■ TASK DATA
........

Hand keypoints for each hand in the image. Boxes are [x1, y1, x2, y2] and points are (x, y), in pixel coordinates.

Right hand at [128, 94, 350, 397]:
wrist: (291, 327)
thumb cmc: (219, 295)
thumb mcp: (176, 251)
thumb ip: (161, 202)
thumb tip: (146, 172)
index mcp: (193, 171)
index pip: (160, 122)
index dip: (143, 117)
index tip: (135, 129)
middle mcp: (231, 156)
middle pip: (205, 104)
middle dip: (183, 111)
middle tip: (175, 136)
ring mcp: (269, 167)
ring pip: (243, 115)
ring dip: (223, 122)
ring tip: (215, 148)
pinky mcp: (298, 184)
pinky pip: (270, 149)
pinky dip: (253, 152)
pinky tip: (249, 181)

........

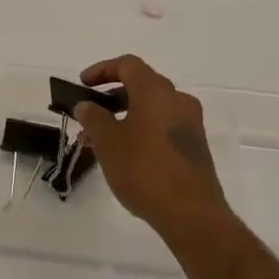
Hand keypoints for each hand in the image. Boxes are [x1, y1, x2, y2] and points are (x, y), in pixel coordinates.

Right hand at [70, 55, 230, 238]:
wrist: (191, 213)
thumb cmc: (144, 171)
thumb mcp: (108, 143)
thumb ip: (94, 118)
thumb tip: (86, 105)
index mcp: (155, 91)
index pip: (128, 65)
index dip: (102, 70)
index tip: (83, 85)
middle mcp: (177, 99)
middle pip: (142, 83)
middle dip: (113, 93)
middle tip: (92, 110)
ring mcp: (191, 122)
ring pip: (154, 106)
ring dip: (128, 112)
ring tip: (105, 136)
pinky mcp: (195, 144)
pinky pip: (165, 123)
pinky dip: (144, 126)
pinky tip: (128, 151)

........

Read the entries above and find each line holding the word "ring". Copy it out.

ring mcp: (269, 167)
ring pip: (243, 115)
ring dip: (223, 122)
ring tip: (215, 148)
ring mcp: (191, 122)
ring pip: (154, 106)
ring dip: (128, 112)
ring tip: (105, 136)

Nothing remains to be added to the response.